--- Provided data ---

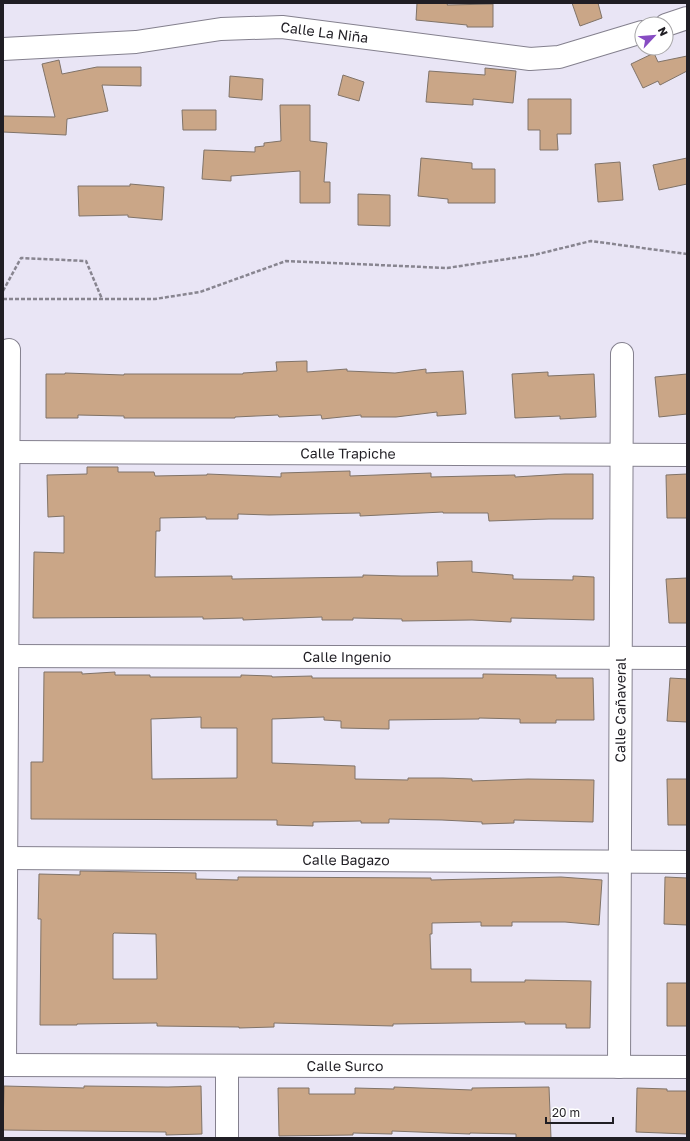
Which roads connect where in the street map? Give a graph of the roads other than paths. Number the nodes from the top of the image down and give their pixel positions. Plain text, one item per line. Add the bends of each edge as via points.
1 (687, 18) edge
2 (674, 22) edge
3 (634, 34) edge
4 (3, 49) edge
5 (9, 350) dead end
6 (622, 354) dead end
7 (8, 452) junction
8 (622, 455) junction
9 (687, 455) edge
10 (6, 656) junction
11 (620, 658) junction
12 (687, 658) edge
13 (5, 858) junction
14 (619, 861) junction
15 (687, 862) edge
16 (4, 1064) edge
17 (227, 1066) junction
18 (619, 1067) junction
19 (687, 1067) edge
20 (227, 1138) edge

1 - 2 street
3 - 4 street, Calle La Niña via 559,57 530,59 282,27 221,29 136,42
5 - 7 street
6 - 8 street, Calle Cañaveral
7 - 8 street, Calle Trapiche
7 - 10 street
8 - 9 street, Calle Trapiche
8 - 11 street, Calle Cañaveral
10 - 11 street, Calle Ingenio
10 - 13 street
11 - 12 street, Calle Ingenio
11 - 14 street, Calle Cañaveral
13 - 14 street, Calle Bagazo
13 - 16 street
14 - 15 street, Calle Bagazo
14 - 18 street, Calle Cañaveral
16 - 17 street, Calle Surco
17 - 18 street, Calle Surco
17 - 20 street
18 - 19 street, Calle Surco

---

**Exercise:**
Reproduce every record above exactly as given, excluding pictures from the result.

**Response to this task:**
Which roads connect where in the street map? Give a graph of the roads other than paths. Number the nodes from the top of the image down and give their pixel positions. Plain text, one item per line. Add the bends of each edge as via points.
1 (687, 18) edge
2 (674, 22) edge
3 (634, 34) edge
4 (3, 49) edge
5 (9, 350) dead end
6 (622, 354) dead end
7 (8, 452) junction
8 (622, 455) junction
9 (687, 455) edge
10 (6, 656) junction
11 (620, 658) junction
12 (687, 658) edge
13 (5, 858) junction
14 (619, 861) junction
15 (687, 862) edge
16 (4, 1064) edge
17 (227, 1066) junction
18 (619, 1067) junction
19 (687, 1067) edge
20 (227, 1138) edge

1 - 2 street
3 - 4 street, Calle La Niña via 559,57 530,59 282,27 221,29 136,42
5 - 7 street
6 - 8 street, Calle Cañaveral
7 - 8 street, Calle Trapiche
7 - 10 street
8 - 9 street, Calle Trapiche
8 - 11 street, Calle Cañaveral
10 - 11 street, Calle Ingenio
10 - 13 street
11 - 12 street, Calle Ingenio
11 - 14 street, Calle Cañaveral
13 - 14 street, Calle Bagazo
13 - 16 street
14 - 15 street, Calle Bagazo
14 - 18 street, Calle Cañaveral
16 - 17 street, Calle Surco
17 - 18 street, Calle Surco
17 - 20 street
18 - 19 street, Calle Surco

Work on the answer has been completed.